With Banktivity, you’ll sync your bank accounts and use them to build budgets, track your spending, pay your bills, and monitor your investments.

They also offer some cool reporting options. For example, you can generate reports based on category spending or spending at a given merchant. So, if you want to track how much you spend on eating out, you can easily generate a report showing all your spending in that category over a given time frame. Or, if you want to get even more specific, you can easily pull up how much you spent on McDonald’s in the past two weeks.

The “Find” feature in Banktivity is like Mac’s spotlight – it lets you search all your transactions to find the one you’re looking for. This can be a great time saver when trying to check something specific quickly.

Banktivity offers a free 30-day trial, with no credit card required. After that, you can purchase the desktop app for a one-time fee of $69.99. You can then download the app on your iPhone and iPad and sync it across your devices.

9. Moneydance

moneydance logo - best quicken alternatives

Moneydance is another viable Quicken replacement. If you currently have Quicken data, you can import it into Moneydance. It’s available as a desktop app for all the major operating systems or as a mobile app.

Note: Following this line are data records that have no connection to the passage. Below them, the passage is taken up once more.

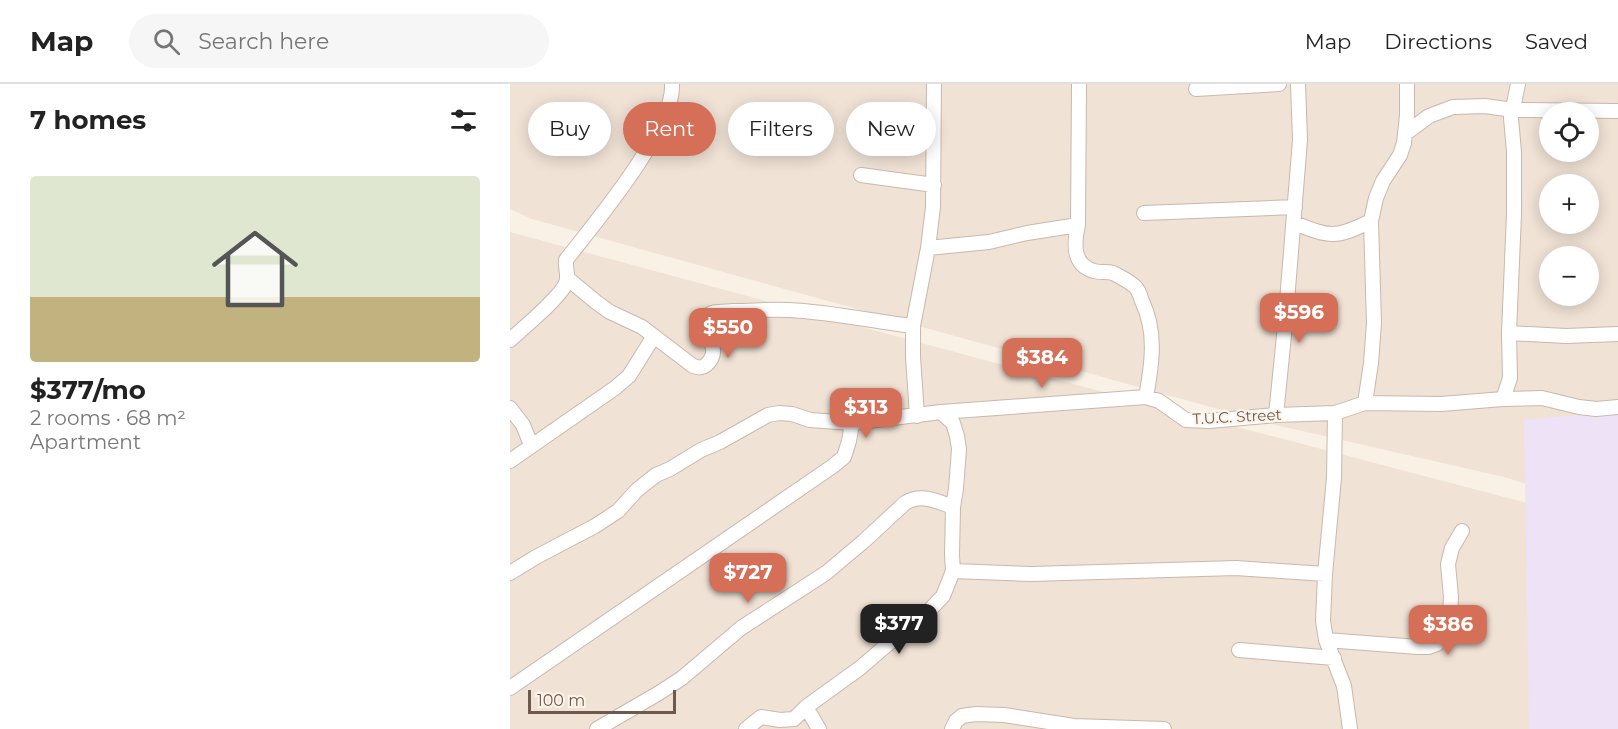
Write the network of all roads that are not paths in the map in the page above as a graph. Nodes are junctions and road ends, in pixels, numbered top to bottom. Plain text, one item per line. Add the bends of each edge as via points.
1 (672, 84) edge
2 (934, 84) edge
3 (1079, 84) edge
4 (1279, 84) edge
5 (1298, 84) edge
6 (1407, 84) edge
7 (1518, 84) edge
8 (1196, 89) dead end
9 (1513, 110) junction
10 (1618, 111) edge
11 (1406, 133) junction
12 (861, 175) dead end
13 (934, 185) junction
14 (1295, 207) junction
15 (1144, 213) dead end
16 (1371, 221) junction
17 (1294, 223) junction
18 (1078, 225) junction
19 (928, 248) junction
20 (567, 278) junction
21 (913, 326) junction
22 (1509, 333) junction
23 (1618, 334) edge
24 (654, 336) junction
25 (510, 340) edge
26 (1146, 397) junction
27 (1503, 399) junction
28 (1365, 403) junction
29 (510, 408) edge
30 (1618, 408) edge
31 (941, 412) junction
32 (1335, 413) junction
33 (1275, 415) junction
34 (917, 416) junction
35 (852, 423) junction
36 (531, 445) junction
37 (510, 461) edge
38 (953, 507) junction
39 (1462, 531) dead end
40 (953, 571) junction
41 (510, 573) edge
42 (1325, 574) junction
43 (1326, 640) junction
44 (1239, 650) dead end
45 (1334, 658) junction
46 (510, 688) edge
47 (806, 707) junction
48 (597, 729) edge
49 (746, 729) edge
50 (819, 729) edge
51 (952, 729) edge
52 (1164, 729) edge
53 (1350, 729) edge

1 - 20 street via 670,104 639,164 566,260
2 - 13 street
3 - 18 street
4 - 8 street
5 - 14 street via 1300,140
6 - 11 street
7 - 9 street
9 - 10 street
9 - 11 street via 1453,107 1429,116
9 - 22 street
11 - 16 street via 1400,155 1376,198
12 - 13 street
13 - 19 street
14 - 15 street
14 - 17 street
16 - 17 street via 1338,235 1321,234
16 - 28 street via 1374,323
17 - 33 street
18 - 19 street via 989,242
18 - 26 street via 1076,256 1083,267 1112,273 1135,286 1146,308 1153,352
19 - 21 street
20 - 24 street via 603,307
20 - 25 street via 559,294
21 - 24 street via 789,310 710,314 705,323 714,352 711,360 699,368
21 - 34 street
22 - 23 street
22 - 27 street via 1510,378
24 - 36 street via 628,376 615,388
26 - 31 street
26 - 33 street, T.U.C. Street via 1186,420
27 - 28 street, T.U.C. Street via 1441,404
27 - 30 street, T.U.C. Street via 1542,398 1579,407
28 - 32 street, T.U.C. Street
29 - 36 street
31 - 34 street
31 - 38 street via 952,423 959,449
32 - 33 street, T.U.C. Street
32 - 42 street via 1334,478
34 - 35 street
35 - 41 street via 810,420 779,412 768,414 656,475 618,511
35 - 46 street via 844,457 833,466
36 - 37 street
38 - 40 street
38 - 48 street via 922,497 905,503 826,573 741,628 682,678
39 - 43 street via 1448,564 1450,612 1437,644 1418,647
40 - 42 street via 1031,574 1236,568
40 - 47 street via 943,596 923,617
42 - 43 street
43 - 45 street
44 - 45 street
45 - 53 street via 1344,686
47 - 49 street via 794,719 761,717
47 - 50 street
51 - 52 street via 962,716 976,714 1074,726

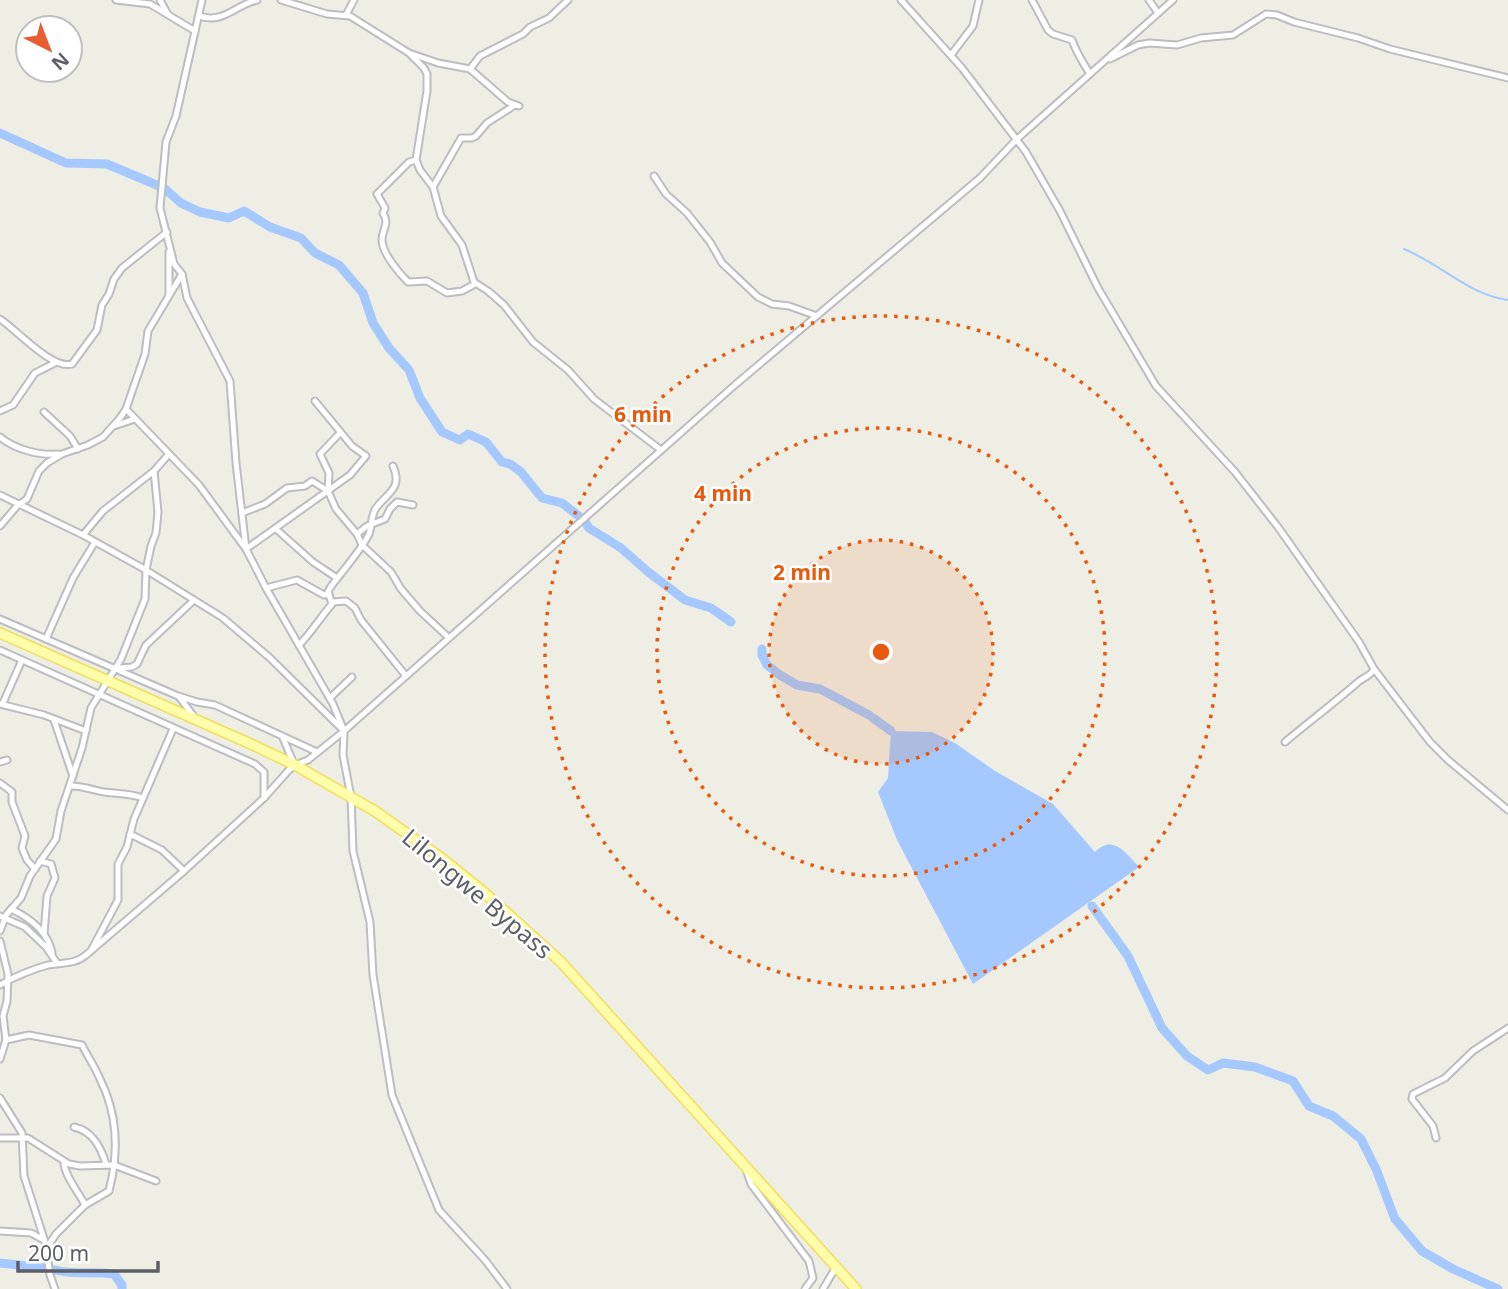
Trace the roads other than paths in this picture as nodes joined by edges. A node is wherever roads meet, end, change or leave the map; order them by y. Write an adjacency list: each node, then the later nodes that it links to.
1 (116, 0): 15 (street)
2 (160, 0): 15 (street)
3 (202, 0): 16 (street)
4 (257, 0): 16 (street)
5 (281, 0): 14 (street)
6 (354, 0): 14 (street)
7 (568, 0): 21 (street)
8 (901, 0): 19 (street)
9 (979, 0): 19 (street)
10 (1031, 0): 22 (street)
11 (1149, 0): 13 (street)
12 (1173, 0): 13 (street)
13 (1158, 13): 20 (street)
14 (346, 15): 18 (street)
15 (169, 16): 17 (street)
16 (199, 16): 17 (street)
17 (195, 31): 28 (street)
18 (409, 53): 21 (street); 25 (street)
19 (951, 55): 24 (street)
20 (1107, 60): 22 (street); 23 (street)
21 (470, 69): 27 (street)
22 (1090, 74): 24 (street)
23 (1508, 78)
24 (1016, 140): 32 (street); 76 (street)
25 (416, 160): 27 (street); 30 (street)
26 (654, 176): 32 (street)
27 (433, 187): 30 (street)
28 (166, 232): 29 (street); 31 (street); 34 (street)
29 (182, 274): 31 (street); 53 (street)
30 (475, 284): 44 (street)
31 (169, 296): 36 (street)
32 (817, 316): 44 (street)
33 (0, 319): 34 (street)
34 (55, 363): 37 (street)
35 (315, 401): 41 (street)
36 (126, 409): 39 (street); 40 (street)
37 (0, 411)
38 (44, 412): 43 (street)
39 (135, 419): 40 (street); 46 (street)
40 (114, 426): 43 (street)
41 (340, 433): 49 (street); 49 (street)
42 (0, 437): 45 (street)
43 (78, 449): 45 (street)
44 (662, 450): 70 (street)
45 (62, 454): 51 (street)
46 (169, 454): 48 (street); 61 (street)
47 (393, 466): 54 (street)
48 (154, 471): 58 (street); 62 (street)
49 (328, 491): 53 (street); 56 (street); 57 (street)
50 (0, 495): 51 (street)
51 (20, 504): 55 (street); 58 (street)
52 (413, 505): 54 (street)
53 (242, 513): 61 (street)
54 (372, 524): 57 (street); 60 (street)
55 (0, 526)
56 (276, 529): 61 (street); 63 (street)
57 (357, 534): 60 (street)
58 (83, 535): 59 (street)
59 (95, 542): 62 (street); 71 (street)
60 (362, 545): 63 (street); 70 (street)
61 (246, 549): 64 (street)
62 (146, 570): 66 (street); 75 (street)
63 (337, 578): 65 (street)
64 (266, 588): 65 (street); 72 (street)
65 (329, 594): 67 (street)
66 (194, 600): 75 (street); 87 (street)
67 (333, 602): 72 (street); 77 (street)
68 (0, 619): 71 (street)
69 (0, 633): 79 (main road, Lilongwe Bypass)
70 (449, 637): 77 (street)
71 (46, 639): 75 (street)
72 (299, 645): 82 (street)
73 (0, 650): 74 (street)
74 (22, 660): 80 (street); 83 (street)
75 (117, 668): 79 (street); 81 (street)
76 (1374, 669): 90 (street); 99 (street)
77 (406, 676): 87 (street)
78 (352, 677): 82 (street)
79 (109, 681): 80 (street); 85 (main road, Lilongwe Bypass)
80 (99, 696): 86 (street); 88 (street)
81 (178, 696): 85 (street); 89 (street)
82 (330, 698): 87 (street)
83 (1, 704): 84 (street)
84 (54, 720): 88 (street); 93 (street)
85 (197, 720): 92 (main road, Lilongwe Bypass)
86 (173, 729): 97 (street); 98 (street)
87 (344, 730): 91 (street); 96 (street)
88 (86, 731): 93 (street)
89 (282, 738): 91 (street); 92 (street)
90 (1285, 742)
91 (317, 752): 92 (street)
92 (295, 765): 96 (main road, Lilongwe Bypass); 97 (street)
93 (72, 776): 95 (street)
94 (0, 783): 102 (street)
95 (71, 786): 98 (street); 101 (street)
96 (351, 797): 123 (main road, Lilongwe Bypass); 132 (street)
97 (264, 798): 103 (street)
98 (143, 799): 100 (street)
99 (1508, 810)
100 (130, 834): 103 (street); 109 (street)
101 (40, 861): 102 (street); 107 (street)
102 (35, 869): 104 (street)
103 (184, 871): 109 (street)
104 (11, 909): 105 (street); 107 (street)
105 (2, 918): 106 (street); 110 (street)
106 (0, 930)
107 (44, 934): 110 (street)
108 (0, 941): 112 (street)
109 (91, 951): 111 (street)
110 (53, 956): 111 (street)
111 (57, 963): 112 (street)
112 (8, 981): 113 (street); 115 (street)
113 (0, 985)
114 (1508, 1028): 121 (street)
115 (6, 1040): 116 (street); 125 (street)
116 (0, 1059)
117 (0, 1098): 119 (street)
118 (75, 1127): 124 (street)
119 (22, 1136): 120 (street); 122 (street); 129 (street)
120 (0, 1138)
121 (1436, 1138)
122 (64, 1162): 124 (street); 127 (street)
123 (743, 1163): 130 (main road, Lilongwe Bypass); 133 (street)
124 (106, 1164): 125 (street)
125 (114, 1165): 126 (street); 127 (street)
126 (156, 1181)
127 (85, 1205): 129 (street)
128 (0, 1231): 129 (street)
129 (46, 1245): 131 (street)
130 (836, 1267): 134 (street); 135 (main road, Lilongwe Bypass)
131 (55, 1289)
132 (508, 1289)
133 (805, 1289)
134 (823, 1289)
135 (856, 1289)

Moneydance’s interface resembles a check register, where you see a record of all your transactions. Those transactions can be imported automatically by syncing with your online banking or entering them manually. If you want to go completely Quicken-free, you can manage bill payments through Moneydance by choosing the automated route.

Of course, it wouldn’t be a very good option for personal finance software without the ability to create a budget. Moneydance lets you create spending categories and track your expenditures. You’ll appreciate the interactive graphing tool if you’re a visual person. You can also use Moneydance to track your investments and monitor stock performance.

If you’re technologically inclined (i.e., a tech nerd), you can develop extensions for Moneydance using an Extension Developer Kit they offer as a free download. But I won’t get into that today!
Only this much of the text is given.